Thursday, 19 May 2016
Tuesday, 17 May 2016
This board has the impossible triangle logo so dates to 1973-5. It unusually has three playing cards , all kings, under the glass . Tigger says -' I used to like putting weird stuff under the glass. I dont know if the board was specifically shaped for someone but if it was the cards could be a clue'.
Tigger's fin setup is a variant on the Campbell design, with side fins which resemble rounded keel fins. Tigger has cut up one of his logos to put his name on the fins, and the other part of the logo has gone under the paying cards. A very interesting board !
After a period 'in exile' from Cornwall working in a recording studio in London, then studying Building at Bristol Polytechnic, I gave up all pretence at getting trained for a 'proper' job and returned to the bohemian life of surfboard building and competitive surfing. This time I hit the jackpot, winning the 1973 British Championships convincingly on one of my own shapes. I was riding a 6'6" x19" rounded pintail I had shaped, and it performed perfectly in the big, hollow waves at Freshwater West in Pembroke. The board sported a new logo I designed: 'Tigger Newling Surfboards' surrounding an impossible triangle graphic, signalling a new phase in my surfboard building. Leaving my dad's greenhouse behind I set up a new factory on St Merryn Airfield - a disused World War II airbase owned by Bob Partridge, a local farmer.
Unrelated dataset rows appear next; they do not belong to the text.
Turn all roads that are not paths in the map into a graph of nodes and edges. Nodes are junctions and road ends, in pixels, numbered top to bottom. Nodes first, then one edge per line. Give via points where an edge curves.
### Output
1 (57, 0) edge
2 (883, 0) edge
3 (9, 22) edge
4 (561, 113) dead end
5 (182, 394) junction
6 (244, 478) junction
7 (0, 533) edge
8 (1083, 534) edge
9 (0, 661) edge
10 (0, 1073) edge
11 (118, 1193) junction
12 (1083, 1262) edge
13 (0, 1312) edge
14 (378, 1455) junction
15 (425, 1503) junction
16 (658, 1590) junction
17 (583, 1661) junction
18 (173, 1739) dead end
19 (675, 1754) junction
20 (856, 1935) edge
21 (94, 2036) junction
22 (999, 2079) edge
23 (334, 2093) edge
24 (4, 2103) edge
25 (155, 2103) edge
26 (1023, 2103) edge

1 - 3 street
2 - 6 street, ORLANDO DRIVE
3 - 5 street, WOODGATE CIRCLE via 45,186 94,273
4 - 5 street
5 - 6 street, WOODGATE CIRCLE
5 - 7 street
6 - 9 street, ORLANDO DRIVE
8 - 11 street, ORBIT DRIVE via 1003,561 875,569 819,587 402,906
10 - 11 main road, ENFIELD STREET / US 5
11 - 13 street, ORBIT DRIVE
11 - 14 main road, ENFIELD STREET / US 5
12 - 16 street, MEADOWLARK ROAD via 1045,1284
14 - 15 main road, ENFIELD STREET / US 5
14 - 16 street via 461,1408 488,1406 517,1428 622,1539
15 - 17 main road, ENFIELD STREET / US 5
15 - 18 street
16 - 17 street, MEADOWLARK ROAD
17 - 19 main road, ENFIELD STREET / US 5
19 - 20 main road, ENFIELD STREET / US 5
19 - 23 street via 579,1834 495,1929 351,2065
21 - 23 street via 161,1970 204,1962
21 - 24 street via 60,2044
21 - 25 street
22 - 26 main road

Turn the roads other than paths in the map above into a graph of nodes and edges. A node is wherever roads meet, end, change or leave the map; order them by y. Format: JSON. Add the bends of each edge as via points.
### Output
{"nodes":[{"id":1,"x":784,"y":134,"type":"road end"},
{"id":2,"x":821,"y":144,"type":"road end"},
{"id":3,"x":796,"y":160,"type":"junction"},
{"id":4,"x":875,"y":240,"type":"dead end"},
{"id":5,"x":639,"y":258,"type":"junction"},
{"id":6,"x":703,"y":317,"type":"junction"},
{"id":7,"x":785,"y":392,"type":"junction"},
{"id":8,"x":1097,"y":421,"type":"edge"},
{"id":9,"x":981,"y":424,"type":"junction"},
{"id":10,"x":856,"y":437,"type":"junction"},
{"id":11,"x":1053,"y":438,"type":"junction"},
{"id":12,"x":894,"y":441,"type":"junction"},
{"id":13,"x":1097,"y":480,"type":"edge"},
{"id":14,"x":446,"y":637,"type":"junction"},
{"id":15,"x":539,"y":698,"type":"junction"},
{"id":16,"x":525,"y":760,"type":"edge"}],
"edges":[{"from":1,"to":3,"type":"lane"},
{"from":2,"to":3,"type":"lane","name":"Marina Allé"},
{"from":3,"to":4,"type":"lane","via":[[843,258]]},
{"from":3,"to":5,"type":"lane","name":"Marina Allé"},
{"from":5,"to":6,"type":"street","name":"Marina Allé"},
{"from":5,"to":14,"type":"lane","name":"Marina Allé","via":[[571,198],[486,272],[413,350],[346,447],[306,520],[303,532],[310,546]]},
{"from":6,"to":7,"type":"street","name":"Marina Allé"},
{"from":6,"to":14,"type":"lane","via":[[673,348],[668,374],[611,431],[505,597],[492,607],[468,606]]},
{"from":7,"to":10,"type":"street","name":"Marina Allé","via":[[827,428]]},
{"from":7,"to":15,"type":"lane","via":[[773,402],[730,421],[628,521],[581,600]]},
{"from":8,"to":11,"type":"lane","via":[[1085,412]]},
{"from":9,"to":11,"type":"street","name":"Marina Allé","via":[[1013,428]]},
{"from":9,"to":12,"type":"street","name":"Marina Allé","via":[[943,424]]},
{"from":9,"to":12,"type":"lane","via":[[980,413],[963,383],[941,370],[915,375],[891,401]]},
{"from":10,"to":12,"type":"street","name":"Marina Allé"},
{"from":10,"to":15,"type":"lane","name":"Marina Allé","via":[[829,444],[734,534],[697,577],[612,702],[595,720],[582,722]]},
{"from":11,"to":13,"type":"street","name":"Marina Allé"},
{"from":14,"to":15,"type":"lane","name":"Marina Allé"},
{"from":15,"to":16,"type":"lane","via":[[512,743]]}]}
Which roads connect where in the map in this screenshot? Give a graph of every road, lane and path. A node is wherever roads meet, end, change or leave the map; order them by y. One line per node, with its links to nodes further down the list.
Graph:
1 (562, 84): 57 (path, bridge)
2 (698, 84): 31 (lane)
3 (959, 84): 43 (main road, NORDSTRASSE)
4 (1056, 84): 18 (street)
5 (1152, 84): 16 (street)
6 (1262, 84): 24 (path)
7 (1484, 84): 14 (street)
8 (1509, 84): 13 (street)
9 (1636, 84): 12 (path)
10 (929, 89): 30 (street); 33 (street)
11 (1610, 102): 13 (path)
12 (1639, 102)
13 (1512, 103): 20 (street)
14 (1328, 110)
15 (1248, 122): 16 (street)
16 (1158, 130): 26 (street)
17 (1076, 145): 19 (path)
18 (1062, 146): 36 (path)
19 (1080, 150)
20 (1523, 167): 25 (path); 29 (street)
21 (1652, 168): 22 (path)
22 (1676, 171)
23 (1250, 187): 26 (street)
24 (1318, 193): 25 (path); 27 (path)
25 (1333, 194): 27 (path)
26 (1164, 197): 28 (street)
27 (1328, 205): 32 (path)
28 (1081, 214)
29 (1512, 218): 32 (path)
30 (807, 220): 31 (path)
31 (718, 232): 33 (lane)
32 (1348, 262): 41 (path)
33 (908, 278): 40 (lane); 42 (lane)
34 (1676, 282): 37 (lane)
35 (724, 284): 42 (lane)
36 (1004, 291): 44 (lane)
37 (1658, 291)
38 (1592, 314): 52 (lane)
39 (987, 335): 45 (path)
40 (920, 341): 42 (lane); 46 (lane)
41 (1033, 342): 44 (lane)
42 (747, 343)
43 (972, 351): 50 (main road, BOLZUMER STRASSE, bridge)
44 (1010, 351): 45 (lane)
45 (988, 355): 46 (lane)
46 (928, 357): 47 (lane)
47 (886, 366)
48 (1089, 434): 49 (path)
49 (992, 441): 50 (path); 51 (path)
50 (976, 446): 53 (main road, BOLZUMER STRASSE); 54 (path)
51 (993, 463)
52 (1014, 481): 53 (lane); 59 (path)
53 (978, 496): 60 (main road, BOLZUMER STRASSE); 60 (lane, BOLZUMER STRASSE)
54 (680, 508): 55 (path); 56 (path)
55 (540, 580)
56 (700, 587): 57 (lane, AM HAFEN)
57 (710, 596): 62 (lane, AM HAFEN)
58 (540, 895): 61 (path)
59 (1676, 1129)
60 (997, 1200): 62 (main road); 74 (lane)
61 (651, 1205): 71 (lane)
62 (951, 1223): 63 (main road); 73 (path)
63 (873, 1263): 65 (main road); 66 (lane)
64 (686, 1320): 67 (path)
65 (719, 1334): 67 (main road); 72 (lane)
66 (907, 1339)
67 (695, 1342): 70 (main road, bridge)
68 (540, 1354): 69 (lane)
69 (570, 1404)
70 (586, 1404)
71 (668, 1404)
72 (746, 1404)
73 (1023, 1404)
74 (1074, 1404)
St Merryn Airfield was a ghost town which other local board makers like Space Gypsy and Fluid Juice would discover too in later years. Bob was an easy going landlord, but his hobby was flying and after surviving several terrifying landings on the broken tarmac runway I quickly learnt to politely turn down his invitations to join him for a few 'circuits and bumps' in his light plane. My 'Tigger Newling Surfboards' phase ended when I left Cornwall in January 1975 to take up an invitation to compete in the Hang Ten American Pro at Sunset Beach in Hawaii. I nearly missed my flight after spending 20 minutes trying to fit my 8 foot big wave board inside a London Cab on my way to Heathrow.